Dataset entries

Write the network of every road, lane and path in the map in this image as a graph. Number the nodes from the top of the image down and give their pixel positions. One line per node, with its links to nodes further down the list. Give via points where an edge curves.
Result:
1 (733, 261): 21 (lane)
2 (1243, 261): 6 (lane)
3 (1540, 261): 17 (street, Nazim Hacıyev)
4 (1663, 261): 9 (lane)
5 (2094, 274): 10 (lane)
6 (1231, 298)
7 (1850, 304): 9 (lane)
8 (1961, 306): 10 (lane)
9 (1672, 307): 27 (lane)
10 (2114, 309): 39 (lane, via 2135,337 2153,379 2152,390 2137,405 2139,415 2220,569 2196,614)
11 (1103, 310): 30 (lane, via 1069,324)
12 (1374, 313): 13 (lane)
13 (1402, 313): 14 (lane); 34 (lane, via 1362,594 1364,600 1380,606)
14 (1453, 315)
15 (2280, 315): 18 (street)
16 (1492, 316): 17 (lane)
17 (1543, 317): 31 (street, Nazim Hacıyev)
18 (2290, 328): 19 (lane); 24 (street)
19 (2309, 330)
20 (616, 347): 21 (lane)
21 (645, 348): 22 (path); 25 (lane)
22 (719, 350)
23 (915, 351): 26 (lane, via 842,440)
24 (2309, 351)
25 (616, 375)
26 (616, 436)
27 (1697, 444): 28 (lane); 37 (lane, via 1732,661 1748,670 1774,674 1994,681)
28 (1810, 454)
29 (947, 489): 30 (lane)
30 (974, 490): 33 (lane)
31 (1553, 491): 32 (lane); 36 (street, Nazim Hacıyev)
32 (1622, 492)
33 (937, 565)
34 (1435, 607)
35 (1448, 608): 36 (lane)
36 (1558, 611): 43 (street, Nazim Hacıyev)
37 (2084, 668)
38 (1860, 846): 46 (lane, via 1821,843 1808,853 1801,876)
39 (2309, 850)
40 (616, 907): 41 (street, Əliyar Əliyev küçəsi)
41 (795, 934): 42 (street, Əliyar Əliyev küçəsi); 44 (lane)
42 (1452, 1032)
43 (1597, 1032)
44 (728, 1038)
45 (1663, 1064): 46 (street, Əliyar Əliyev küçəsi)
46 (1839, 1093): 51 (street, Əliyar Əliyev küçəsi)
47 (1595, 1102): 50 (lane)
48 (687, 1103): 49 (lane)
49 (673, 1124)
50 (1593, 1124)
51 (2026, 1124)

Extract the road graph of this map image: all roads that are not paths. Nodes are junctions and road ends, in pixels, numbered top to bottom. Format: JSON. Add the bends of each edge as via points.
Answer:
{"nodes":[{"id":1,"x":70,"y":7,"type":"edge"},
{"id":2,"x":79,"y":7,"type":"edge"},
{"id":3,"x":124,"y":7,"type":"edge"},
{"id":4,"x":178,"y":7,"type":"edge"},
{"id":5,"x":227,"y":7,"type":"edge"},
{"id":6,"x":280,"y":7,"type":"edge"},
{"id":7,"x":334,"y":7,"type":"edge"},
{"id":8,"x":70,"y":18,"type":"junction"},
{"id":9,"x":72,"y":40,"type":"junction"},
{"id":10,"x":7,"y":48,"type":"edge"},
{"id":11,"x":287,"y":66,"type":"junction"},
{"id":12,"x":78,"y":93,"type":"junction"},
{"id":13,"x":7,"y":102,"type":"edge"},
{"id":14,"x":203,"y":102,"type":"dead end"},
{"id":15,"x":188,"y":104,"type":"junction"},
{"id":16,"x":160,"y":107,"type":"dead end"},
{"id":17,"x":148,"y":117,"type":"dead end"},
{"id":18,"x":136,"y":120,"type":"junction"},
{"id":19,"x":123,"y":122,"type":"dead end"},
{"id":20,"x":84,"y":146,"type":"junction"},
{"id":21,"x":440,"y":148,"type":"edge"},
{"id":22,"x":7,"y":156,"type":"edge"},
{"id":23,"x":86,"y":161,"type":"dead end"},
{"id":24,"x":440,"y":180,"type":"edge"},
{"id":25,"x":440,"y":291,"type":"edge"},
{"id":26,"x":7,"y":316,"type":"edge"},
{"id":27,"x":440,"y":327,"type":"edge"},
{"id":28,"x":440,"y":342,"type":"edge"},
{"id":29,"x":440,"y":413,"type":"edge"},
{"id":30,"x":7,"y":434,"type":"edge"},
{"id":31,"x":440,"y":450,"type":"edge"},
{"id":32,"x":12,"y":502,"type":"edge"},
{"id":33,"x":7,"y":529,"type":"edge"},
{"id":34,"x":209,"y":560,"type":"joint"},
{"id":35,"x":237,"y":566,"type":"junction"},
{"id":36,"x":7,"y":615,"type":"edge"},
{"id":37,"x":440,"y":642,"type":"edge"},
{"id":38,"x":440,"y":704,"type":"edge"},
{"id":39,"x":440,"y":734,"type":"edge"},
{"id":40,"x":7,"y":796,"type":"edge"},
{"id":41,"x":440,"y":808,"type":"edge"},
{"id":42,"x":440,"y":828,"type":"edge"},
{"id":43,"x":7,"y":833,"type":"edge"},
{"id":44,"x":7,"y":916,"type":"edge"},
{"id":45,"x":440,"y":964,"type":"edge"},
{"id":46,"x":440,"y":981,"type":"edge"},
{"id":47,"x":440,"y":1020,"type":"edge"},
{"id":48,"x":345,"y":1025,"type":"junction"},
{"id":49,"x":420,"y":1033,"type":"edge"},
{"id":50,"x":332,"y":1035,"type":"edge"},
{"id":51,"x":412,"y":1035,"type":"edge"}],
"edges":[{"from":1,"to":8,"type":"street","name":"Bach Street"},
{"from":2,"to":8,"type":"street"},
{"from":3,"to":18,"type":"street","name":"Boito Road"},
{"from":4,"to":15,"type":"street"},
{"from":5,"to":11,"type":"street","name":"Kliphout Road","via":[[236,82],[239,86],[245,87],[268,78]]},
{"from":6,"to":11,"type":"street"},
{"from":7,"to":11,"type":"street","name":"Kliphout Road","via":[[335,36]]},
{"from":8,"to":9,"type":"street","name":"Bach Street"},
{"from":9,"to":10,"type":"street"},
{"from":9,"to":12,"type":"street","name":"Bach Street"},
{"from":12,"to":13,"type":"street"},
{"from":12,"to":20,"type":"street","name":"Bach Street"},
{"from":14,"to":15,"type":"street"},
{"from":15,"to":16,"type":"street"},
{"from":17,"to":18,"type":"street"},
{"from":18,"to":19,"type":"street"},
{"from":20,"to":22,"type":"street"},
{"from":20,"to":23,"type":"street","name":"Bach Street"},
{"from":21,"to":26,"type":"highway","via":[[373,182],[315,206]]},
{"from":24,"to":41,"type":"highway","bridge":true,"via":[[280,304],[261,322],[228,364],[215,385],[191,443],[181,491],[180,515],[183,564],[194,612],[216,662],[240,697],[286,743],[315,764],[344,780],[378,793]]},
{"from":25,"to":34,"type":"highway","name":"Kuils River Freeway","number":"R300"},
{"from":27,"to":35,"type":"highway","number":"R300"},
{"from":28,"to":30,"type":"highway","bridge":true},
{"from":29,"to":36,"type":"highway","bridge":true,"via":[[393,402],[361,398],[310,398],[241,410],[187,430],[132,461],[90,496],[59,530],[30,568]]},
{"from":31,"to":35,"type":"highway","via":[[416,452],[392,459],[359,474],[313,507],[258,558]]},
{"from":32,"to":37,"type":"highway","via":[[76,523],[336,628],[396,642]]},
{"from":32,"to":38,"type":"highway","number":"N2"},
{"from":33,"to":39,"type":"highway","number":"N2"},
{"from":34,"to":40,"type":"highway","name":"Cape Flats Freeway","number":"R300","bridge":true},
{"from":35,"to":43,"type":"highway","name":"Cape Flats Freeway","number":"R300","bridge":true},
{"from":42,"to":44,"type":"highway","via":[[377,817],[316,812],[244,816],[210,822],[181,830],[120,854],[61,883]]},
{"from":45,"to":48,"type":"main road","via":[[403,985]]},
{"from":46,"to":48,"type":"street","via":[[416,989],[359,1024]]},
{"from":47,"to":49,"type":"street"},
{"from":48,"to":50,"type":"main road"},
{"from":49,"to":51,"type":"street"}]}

- _What you will do_
Identify all lines in the records above with the word "main".

- _Finished task_
{"from":45,"to":48,"type":"main road","via":[[403,985]]},
{"from":48,"to":50,"type":"main road"},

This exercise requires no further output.